The S/D model only looks at the demand for labor power from capitalism’s point of view. They desire labor power at a certain price, over which their profits become threatened. Therefore capitalism’s demand for labor (irrespective of whether it is skilled or unskilled) drops off as the price of that labor increases. Does that lessen the need for labor power overall? Absolutely not. As I said in my last post, it is labor power that makes the existence of all other commodities possible, and it is the vital element of production no matter how it is organized. The S/D model, in failing to look at the demand for labor power from that vantage point therefore fails to take into account a real-world phenomenon. It would not work in a society where labor power is demanded for the fulfillment of human need, but that does not mean that such a society itself would not work.

Olentzero, do you spend your free time putting “One Way” street signs on two way streets? I fundamentally do not understand this labor theory of value.

Value is a two-way street. I want something, you have something. You will give it up for some quantity of goods or services, I will offer the goods and services I would be willing to do without to have such a thing. We would then say that the thing has a quantifiable value.

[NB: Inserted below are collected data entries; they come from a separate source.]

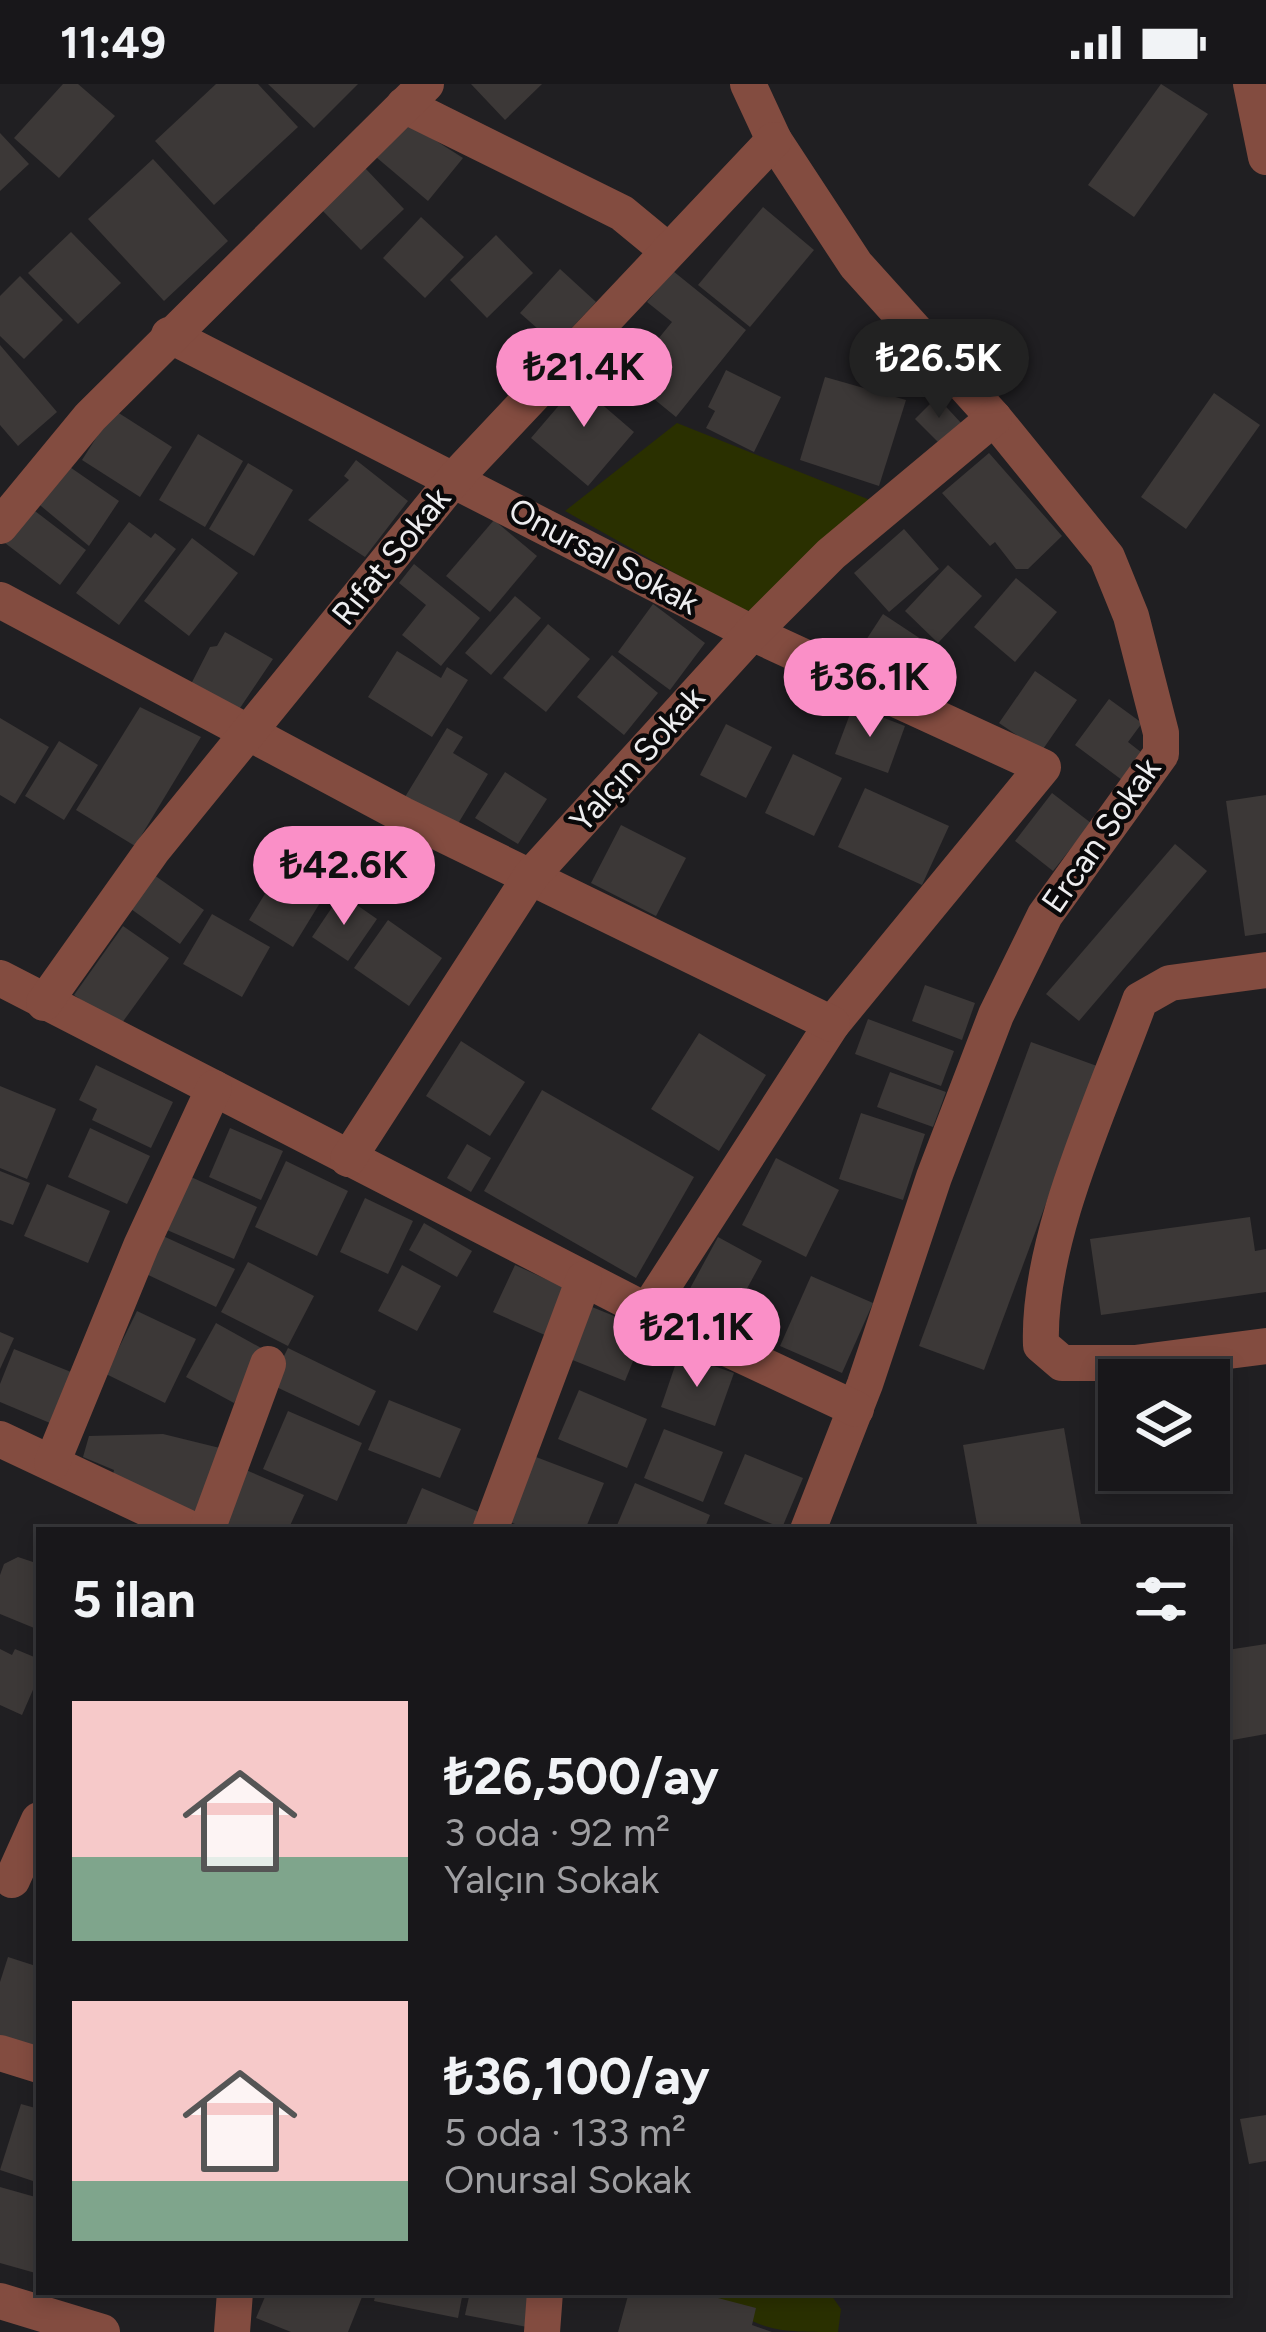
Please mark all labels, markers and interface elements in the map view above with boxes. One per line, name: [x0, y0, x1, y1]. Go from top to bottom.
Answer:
text: 11:49: [60, 15, 166, 69]
pin: ₺26.5K: [841, 319, 1037, 421]
pin: ₺21.4K: [486, 328, 682, 430]
text: ₺26.5K: [876, 334, 1002, 381]
text: ₺21.4K: [523, 343, 645, 390]
street label: Rıfat Sokak: [324, 479, 458, 633]
street label: Onursal Sokak: [503, 490, 705, 622]
pin: ₺36.1K: [772, 638, 968, 740]
text: ₺36.1K: [811, 653, 929, 700]
street label: Yalçın Sokak: [562, 678, 712, 840]
street label: Ercan Sokak: [1033, 750, 1169, 920]
pin: ₺42.6K: [246, 826, 442, 928]
text: ₺42.6K: [280, 841, 408, 888]
pin: ₺21.1K: [599, 1288, 795, 1390]
text: ₺21.1K: [640, 1303, 754, 1350]
map controls: [1098, 1359, 1230, 1491]
button: layers: [1098, 1359, 1230, 1491]
icon: filters: [1128, 1566, 1194, 1632]
text: 5 ilan: [72, 1569, 196, 1630]
text: ₺26,500/ay: [444, 1746, 719, 1807]
icon: home: [168, 1749, 312, 1893]
text: 3 oda · 92 m²: [444, 1809, 670, 1856]
text: Yalçın Sokak: [444, 1856, 659, 1903]
text: ₺36,100/ay: [444, 2046, 710, 2107]
icon: home: [168, 2049, 312, 2193]
text: 5 oda · 133 m²: [444, 2109, 686, 2156]
text: Onursal Sokak: [444, 2156, 691, 2203]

The aggregate function of this bartering with respect to an arbitrary unit of exchange is the supply and demand curve. Many things affect demand, and so many things affect price. In an open labor market, where anyone can work for anybody, the largest factor in demand is the price the workers demand. Contrariwise, the largest factor in supply is the price the bosses can pay. Two way street. But there are many other factors which are ignored in a pure macro model that deserve consideration when going on second and third approximations. Things like: what is the unemployment rate? (could drive prices artificially low because people will work for just about anything). What other work is available (would apply to low-skill jobs)? And so on.

Yes, first-approximations of macro economic functions are terribly inaccurate as prediction tools. This is not surprising. neither does it spell the end of capitalistic economic behavior.

When you say demand, you are refering to what economists call a want or a need. There may be a fixed number of people who want Ferarris. You might consider this to be the demand when the price is zero. Some people might not want a Ferarri at any price so there wouldn’t really be infinite demand. That does not mean that our economy should work to ensure that every individual who wants a Ferari gets one.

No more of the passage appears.